PROBLEM REQUIREMENTS
Every line that holds the word "numbered" needs to be copied from the data below.

[Records drawn from a dataset]
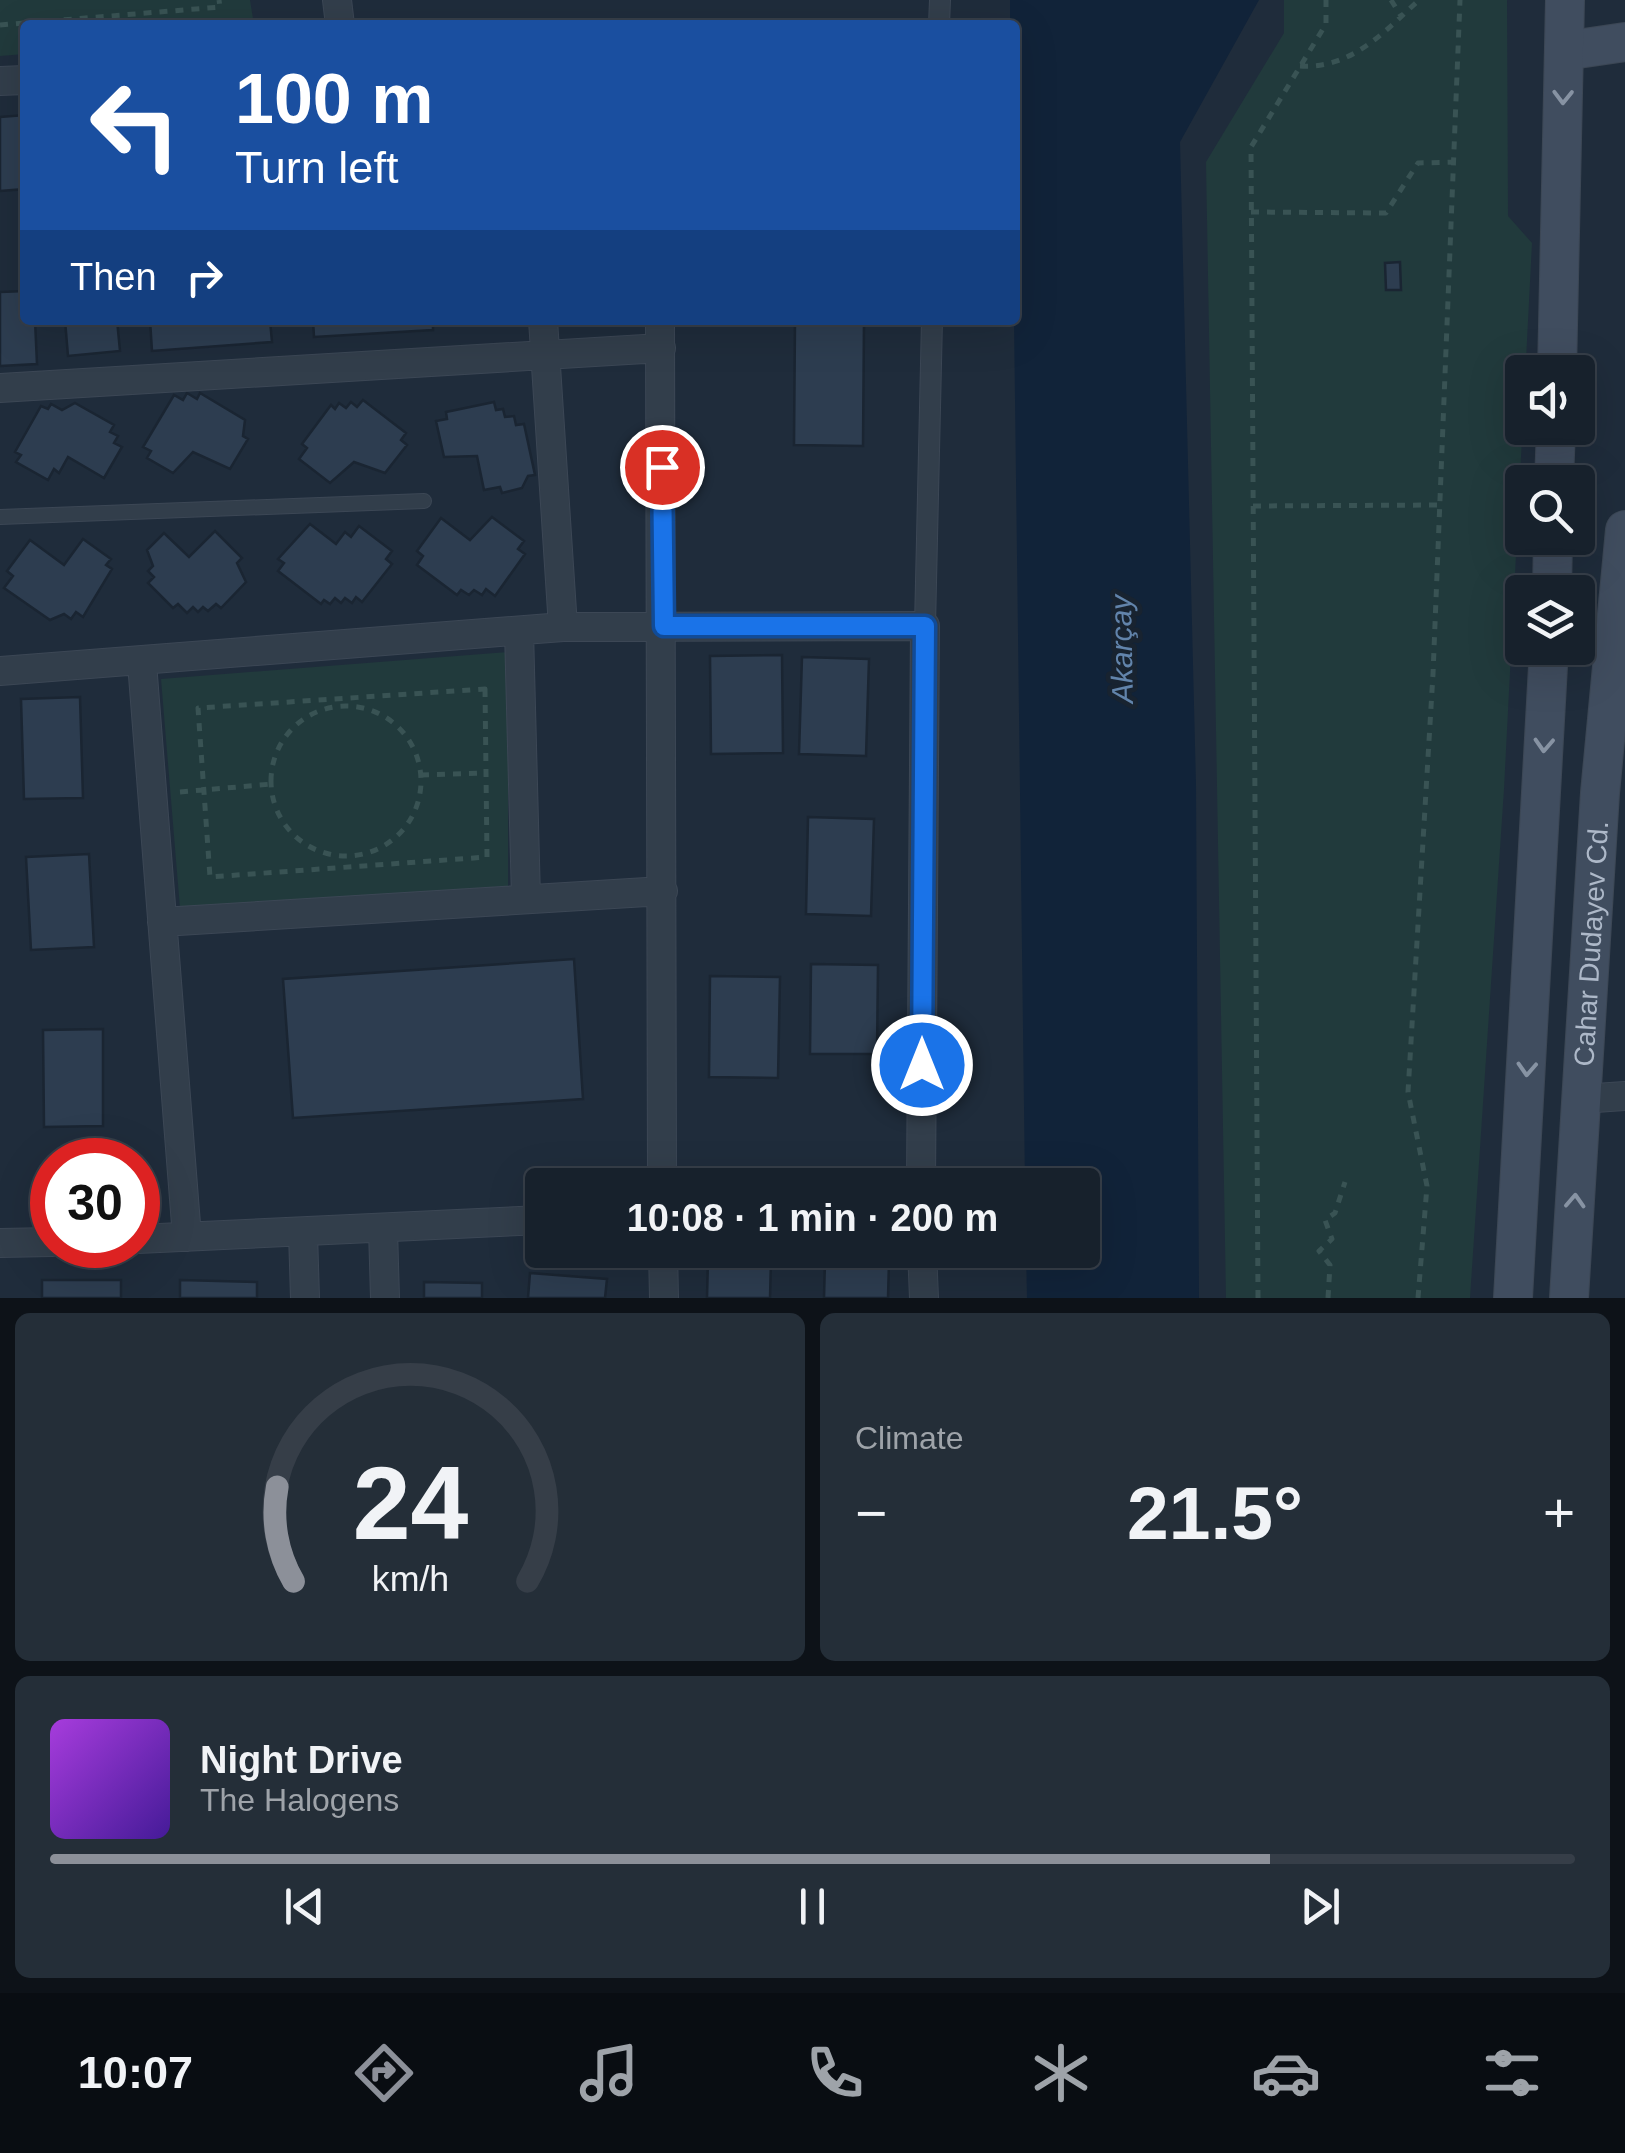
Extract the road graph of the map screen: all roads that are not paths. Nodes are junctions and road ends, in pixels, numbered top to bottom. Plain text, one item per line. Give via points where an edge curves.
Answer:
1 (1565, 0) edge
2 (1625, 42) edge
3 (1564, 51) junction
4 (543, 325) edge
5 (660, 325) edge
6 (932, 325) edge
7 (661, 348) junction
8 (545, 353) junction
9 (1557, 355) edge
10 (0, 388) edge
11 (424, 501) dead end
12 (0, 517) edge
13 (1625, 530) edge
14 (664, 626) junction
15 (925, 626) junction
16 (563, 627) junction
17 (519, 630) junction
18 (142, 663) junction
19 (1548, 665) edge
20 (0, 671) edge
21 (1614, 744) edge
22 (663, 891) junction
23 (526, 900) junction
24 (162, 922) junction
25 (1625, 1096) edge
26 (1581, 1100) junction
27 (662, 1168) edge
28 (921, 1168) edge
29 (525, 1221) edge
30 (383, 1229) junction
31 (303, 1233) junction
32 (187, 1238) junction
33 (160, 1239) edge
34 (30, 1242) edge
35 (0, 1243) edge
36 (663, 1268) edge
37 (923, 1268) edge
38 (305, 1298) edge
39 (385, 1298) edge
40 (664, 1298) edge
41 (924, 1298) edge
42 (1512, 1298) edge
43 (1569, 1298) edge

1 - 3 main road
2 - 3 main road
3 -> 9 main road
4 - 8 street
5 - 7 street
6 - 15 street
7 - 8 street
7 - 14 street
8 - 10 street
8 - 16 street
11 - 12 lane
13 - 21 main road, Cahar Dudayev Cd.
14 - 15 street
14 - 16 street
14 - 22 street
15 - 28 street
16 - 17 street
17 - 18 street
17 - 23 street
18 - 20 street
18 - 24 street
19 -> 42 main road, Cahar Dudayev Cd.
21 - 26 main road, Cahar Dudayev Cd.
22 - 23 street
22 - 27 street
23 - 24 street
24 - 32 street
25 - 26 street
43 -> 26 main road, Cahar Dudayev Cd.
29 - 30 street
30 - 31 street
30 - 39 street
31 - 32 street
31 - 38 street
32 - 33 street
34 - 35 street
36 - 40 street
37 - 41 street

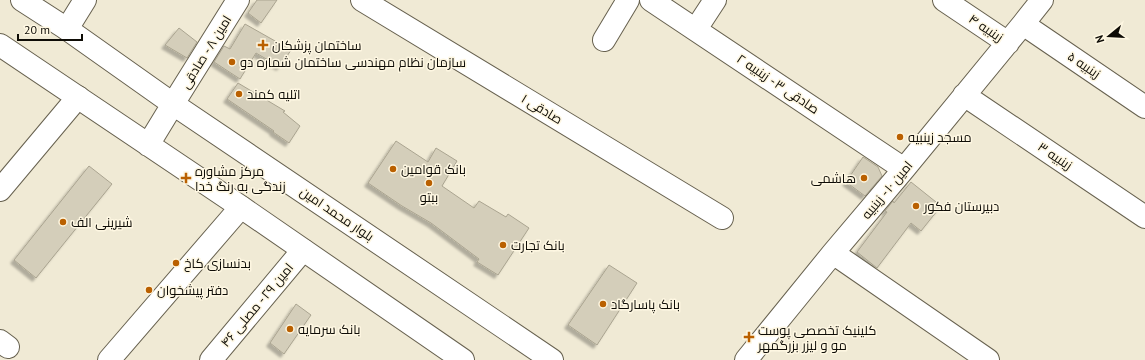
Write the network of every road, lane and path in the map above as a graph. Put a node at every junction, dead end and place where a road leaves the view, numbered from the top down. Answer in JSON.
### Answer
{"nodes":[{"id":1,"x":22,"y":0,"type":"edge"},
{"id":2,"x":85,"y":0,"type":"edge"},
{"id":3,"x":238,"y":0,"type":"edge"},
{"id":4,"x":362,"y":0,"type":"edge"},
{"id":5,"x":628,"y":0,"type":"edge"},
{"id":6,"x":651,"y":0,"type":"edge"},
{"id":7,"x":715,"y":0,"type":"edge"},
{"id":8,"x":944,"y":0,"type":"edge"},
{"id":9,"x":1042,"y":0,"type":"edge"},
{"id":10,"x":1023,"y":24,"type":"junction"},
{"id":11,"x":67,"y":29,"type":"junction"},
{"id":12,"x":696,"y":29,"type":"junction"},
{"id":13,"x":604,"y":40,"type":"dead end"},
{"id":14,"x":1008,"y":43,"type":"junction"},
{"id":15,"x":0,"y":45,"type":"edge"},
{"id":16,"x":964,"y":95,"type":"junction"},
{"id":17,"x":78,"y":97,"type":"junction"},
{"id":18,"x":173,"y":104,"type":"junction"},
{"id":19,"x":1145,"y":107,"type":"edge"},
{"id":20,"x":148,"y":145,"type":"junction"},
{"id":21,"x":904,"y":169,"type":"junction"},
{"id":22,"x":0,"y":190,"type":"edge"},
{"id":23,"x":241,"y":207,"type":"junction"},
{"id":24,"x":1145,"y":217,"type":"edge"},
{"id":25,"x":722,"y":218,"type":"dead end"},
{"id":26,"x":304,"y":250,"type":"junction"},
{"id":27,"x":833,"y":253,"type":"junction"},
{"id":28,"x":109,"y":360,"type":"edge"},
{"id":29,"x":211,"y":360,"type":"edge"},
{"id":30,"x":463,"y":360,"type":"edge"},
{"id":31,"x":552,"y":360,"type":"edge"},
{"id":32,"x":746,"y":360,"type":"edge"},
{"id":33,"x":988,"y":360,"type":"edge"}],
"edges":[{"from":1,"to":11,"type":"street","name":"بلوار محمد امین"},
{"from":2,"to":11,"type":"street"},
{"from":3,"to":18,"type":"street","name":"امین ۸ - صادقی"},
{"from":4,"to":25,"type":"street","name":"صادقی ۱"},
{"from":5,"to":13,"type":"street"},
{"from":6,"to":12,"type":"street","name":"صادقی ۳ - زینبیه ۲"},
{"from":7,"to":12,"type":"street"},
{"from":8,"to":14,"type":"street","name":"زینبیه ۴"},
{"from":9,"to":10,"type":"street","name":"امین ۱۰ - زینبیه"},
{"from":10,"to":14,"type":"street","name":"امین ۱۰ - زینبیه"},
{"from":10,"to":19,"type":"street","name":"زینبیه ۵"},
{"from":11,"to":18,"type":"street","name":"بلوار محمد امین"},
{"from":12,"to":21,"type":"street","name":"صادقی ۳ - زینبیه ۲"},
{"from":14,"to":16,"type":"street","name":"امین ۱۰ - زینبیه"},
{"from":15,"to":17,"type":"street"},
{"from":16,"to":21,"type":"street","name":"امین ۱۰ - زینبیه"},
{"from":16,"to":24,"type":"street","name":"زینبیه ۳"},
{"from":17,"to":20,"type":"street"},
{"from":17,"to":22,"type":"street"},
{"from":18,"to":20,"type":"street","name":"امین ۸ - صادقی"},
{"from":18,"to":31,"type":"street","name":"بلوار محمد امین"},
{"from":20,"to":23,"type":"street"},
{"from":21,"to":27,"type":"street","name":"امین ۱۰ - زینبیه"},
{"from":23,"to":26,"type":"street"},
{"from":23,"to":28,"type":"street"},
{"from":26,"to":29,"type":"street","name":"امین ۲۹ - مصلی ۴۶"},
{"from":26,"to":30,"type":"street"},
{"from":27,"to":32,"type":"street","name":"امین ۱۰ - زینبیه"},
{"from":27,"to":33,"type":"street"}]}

COMPLETED EXERCISE
Extract the road graph of the map screen: all roads that are not paths. Nodes are junctions and road ends, in pixels, numbered top to bottom. Plain text, one item per line. Give via points where an edge curves.
Write the network of every road, lane and path in the map above as a graph. Put a node at every junction, dead end and place where a road leaves the view, numbered from the top down. Answer in JSON.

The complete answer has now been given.